**Exercise objective:**
Show all lines containing "Центральная" from the data below.

*** Dataset ***

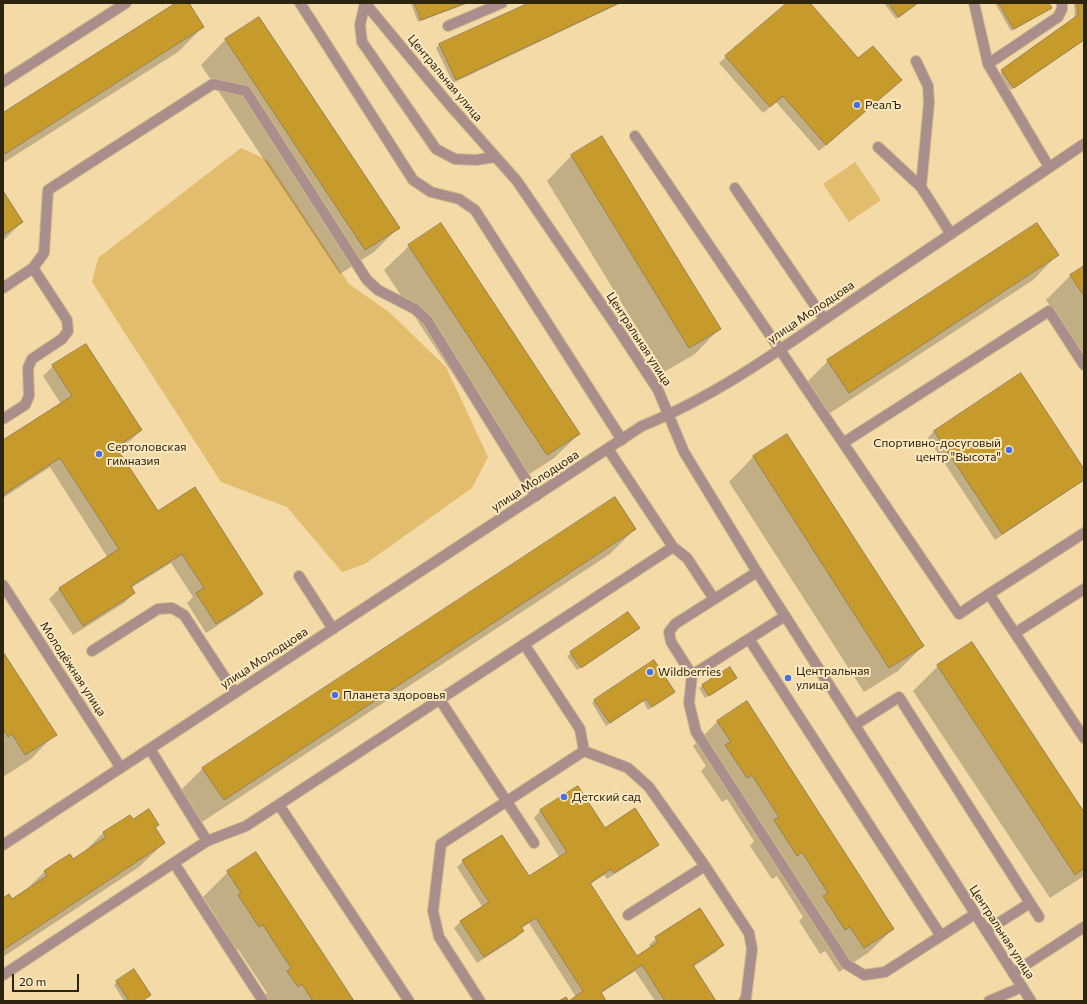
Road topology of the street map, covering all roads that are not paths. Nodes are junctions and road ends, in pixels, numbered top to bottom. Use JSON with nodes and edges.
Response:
{"nodes":[{"id":1,"x":126,"y":3,"type":"edge"},
{"id":2,"x":300,"y":3,"type":"edge"},
{"id":3,"x":365,"y":3,"type":"edge"},
{"id":4,"x":502,"y":3,"type":"edge"},
{"id":5,"x":974,"y":3,"type":"edge"},
{"id":6,"x":1062,"y":3,"type":"edge"},
{"id":7,"x":448,"y":26,"type":"dead end"},
{"id":8,"x":916,"y":60,"type":"dead end"},
{"id":9,"x":988,"y":64,"type":"junction"},
{"id":10,"x":3,"y":82,"type":"edge"},
{"id":11,"x":635,"y":136,"type":"dead end"},
{"id":12,"x":1084,"y":144,"type":"edge"},
{"id":13,"x":878,"y":146,"type":"dead end"},
{"id":14,"x":495,"y":157,"type":"junction"},
{"id":15,"x":1049,"y":167,"type":"junction"},
{"id":16,"x":921,"y":187,"type":"junction"},
{"id":17,"x":735,"y":188,"type":"dead end"},
{"id":18,"x":950,"y":234,"type":"junction"},
{"id":19,"x":33,"y":268,"type":"junction"},
{"id":20,"x":3,"y":288,"type":"edge"},
{"id":21,"x":824,"y":319,"type":"junction"},
{"id":22,"x":780,"y":350,"type":"junction"},
{"id":23,"x":1084,"y":365,"type":"edge"},
{"id":24,"x":669,"y":415,"type":"junction"},
{"id":25,"x":3,"y":419,"type":"edge"},
{"id":26,"x":622,"y":440,"type":"junction"},
{"id":27,"x":843,"y":443,"type":"junction"},
{"id":28,"x":608,"y":448,"type":"junction"},
{"id":29,"x":536,"y":496,"type":"junction"},
{"id":30,"x":1084,"y":533,"type":"edge"},
{"id":31,"x":673,"y":547,"type":"junction"},
{"id":32,"x":757,"y":572,"type":"junction"},
{"id":33,"x":299,"y":576,"type":"dead end"},
{"id":34,"x":3,"y":584,"type":"edge"},
{"id":35,"x":1084,"y":589,"type":"edge"},
{"id":36,"x":989,"y":594,"type":"junction"},
{"id":37,"x":714,"y":599,"type":"junction"},
{"id":38,"x":785,"y":616,"type":"junction"},
{"id":39,"x":333,"y":629,"type":"junction"},
{"id":40,"x":1015,"y":633,"type":"junction"},
{"id":41,"x":749,"y":639,"type":"junction"},
{"id":42,"x":524,"y":644,"type":"junction"},
{"id":43,"x":92,"y":651,"type":"dead end"},
{"id":44,"x":692,"y":675,"type":"junction"},
{"id":45,"x":235,"y":693,"type":"junction"},
{"id":46,"x":440,"y":700,"type":"junction"},
{"id":47,"x":854,"y":725,"type":"junction"},
{"id":48,"x":1084,"y":738,"type":"edge"},
{"id":49,"x":150,"y":749,"type":"junction"},
{"id":50,"x":584,"y":751,"type":"junction"},
{"id":51,"x":121,"y":768,"type":"junction"},
{"id":52,"x":507,"y":802,"type":"junction"},
{"id":53,"x":279,"y":805,"type":"junction"},
{"id":54,"x":207,"y":841,"type":"junction"},
{"id":55,"x":534,"y":843,"type":"dead end"},
{"id":56,"x":3,"y":845,"type":"edge"},
{"id":57,"x":174,"y":863,"type":"junction"},
{"id":58,"x":705,"y":866,"type":"junction"},
{"id":59,"x":1030,"y":903,"type":"junction"},
{"id":60,"x":975,"y":914,"type":"junction"},
{"id":61,"x":628,"y":916,"type":"dead end"},
{"id":62,"x":1039,"y":917,"type":"dead end"},
{"id":63,"x":1084,"y":927,"type":"edge"},
{"id":64,"x":986,"y":931,"type":"junction"},
{"id":65,"x":941,"y":936,"type":"junction"},
{"id":66,"x":1013,"y":973,"type":"junction"},
{"id":67,"x":3,"y":975,"type":"edge"},
{"id":68,"x":1022,"y":987,"type":"junction"},
{"id":69,"x":263,"y":1001,"type":"edge"},
{"id":70,"x":409,"y":1001,"type":"edge"},
{"id":71,"x":480,"y":1001,"type":"edge"},
{"id":72,"x":744,"y":1001,"type":"edge"},
{"id":73,"x":989,"y":1001,"type":"edge"},
{"id":74,"x":1030,"y":1001,"type":"edge"}],
"edges":[{"from":1,"to":10,"type":"street"},
{"from":2,"to":26,"type":"street"},
{"from":3,"to":14,"type":"street","name":"Центральная улица"},
{"from":3,"to":14,"type":"street"},
{"from":4,"to":7,"type":"street"},
{"from":5,"to":9,"type":"street"},
{"from":6,"to":9,"type":"street"},
{"from":8,"to":16,"type":"street"},
{"from":9,"to":15,"type":"street"},
{"from":11,"to":22,"type":"street"},
{"from":12,"to":15,"type":"street","name":"улица Молодцова"},
{"from":13,"to":16,"type":"street"},
{"from":14,"to":24,"type":"street","name":"Центральная улица"},
{"from":15,"to":18,"type":"street","name":"улица Молодцова"},
{"from":16,"to":18,"type":"street"},
{"from":17,"to":21,"type":"street"},
{"from":18,"to":21,"type":"street","name":"улица Молодцова"},
{"from":19,"to":20,"type":"street"},
{"from":19,"to":25,"type":"street"},
{"from":19,"to":29,"type":"street"},
{"from":21,"to":22,"type":"street","name":"улица Молодцова"},
{"from":22,"to":24,"type":"street","name":"улица Молодцова"},
{"from":22,"to":27,"type":"street"},
{"from":23,"to":27,"type":"street"},
{"from":24,"to":26,"type":"street","name":"улица Молодцова"},
{"from":24,"to":32,"type":"street","name":"Центральная улица"},
{"from":26,"to":28,"type":"street","name":"улица Молодцова"},
{"from":27,"to":36,"type":"street"},
{"from":28,"to":29,"type":"street","name":"улица Молодцова"},
{"from":28,"to":31,"type":"street"},
{"from":29,"to":39,"type":"street","name":"улица Молодцова"},
{"from":30,"to":36,"type":"street"},
{"from":31,"to":37,"type":"street"},
{"from":31,"to":42,"type":"street"},
{"from":32,"to":37,"type":"street"},
{"from":32,"to":38,"type":"street","name":"Центральная улица"},
{"from":33,"to":39,"type":"street"},
{"from":34,"to":51,"type":"street","name":"Молодёжная улица"},
{"from":35,"to":40,"type":"street"},
{"from":36,"to":40,"type":"street"},
{"from":37,"to":44,"type":"street"},
{"from":38,"to":41,"type":"street"},
{"from":38,"to":47,"type":"street","name":"Центральная улица"},
{"from":39,"to":45,"type":"street","name":"улица Молодцова"},
{"from":40,"to":48,"type":"street"},
{"from":41,"to":44,"type":"street"},
{"from":41,"to":65,"type":"street"},
{"from":42,"to":46,"type":"street"},
{"from":42,"to":50,"type":"street"},
{"from":43,"to":45,"type":"street"},
{"from":44,"to":65,"type":"street"},
{"from":45,"to":49,"type":"street","name":"улица Молодцова"},
{"from":46,"to":52,"type":"street"},
{"from":46,"to":53,"type":"street"},
{"from":47,"to":59,"type":"street"},
{"from":47,"to":60,"type":"street","name":"Центральная улица"},
{"from":49,"to":51,"type":"street","name":"улица Молодцова"},
{"from":49,"to":54,"type":"street"},
{"from":50,"to":52,"type":"street"},
{"from":50,"to":58,"type":"street"},
{"from":51,"to":56,"type":"street","name":"улица Молодцова"},
{"from":52,"to":55,"type":"street"},
{"from":52,"to":71,"type":"street"},
{"from":53,"to":54,"type":"street"},
{"from":53,"to":70,"type":"street"},
{"from":54,"to":57,"type":"street"},
{"from":57,"to":67,"type":"street"},
{"from":57,"to":69,"type":"street"},
{"from":58,"to":61,"type":"street"},
{"from":58,"to":72,"type":"street"},
{"from":59,"to":62,"type":"street"},
{"from":59,"to":64,"type":"street"},
{"from":60,"to":64,"type":"street","name":"Центральная улица"},
{"from":60,"to":65,"type":"street"},
{"from":63,"to":66,"type":"street"},
{"from":64,"to":66,"type":"street","name":"Центральная улица"},
{"from":66,"to":68,"type":"street","name":"Центральная улица"},
{"from":68,"to":73,"type":"street"},
{"from":68,"to":74,"type":"street","name":"Центральная улица"}]}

*** End of Dataset ***

**Exercise answer:**
{"from":3,"to":14,"type":"street","name":"Центральная улица"},
{"from":14,"to":24,"type":"street","name":"Центральная улица"},
{"from":24,"to":32,"type":"street","name":"Центральная улица"},
{"from":32,"to":38,"type":"street","name":"Центральная улица"},
{"from":38,"to":47,"type":"street","name":"Центральная улица"},
{"from":47,"to":60,"type":"street","name":"Центральная улица"},
{"from":60,"to":64,"type":"street","name":"Центральная улица"},
{"from":64,"to":66,"type":"street","name":"Центральная улица"},
{"from":66,"to":68,"type":"street","name":"Центральная улица"},
{"from":68,"to":74,"type":"street","name":"Центральная улица"}]}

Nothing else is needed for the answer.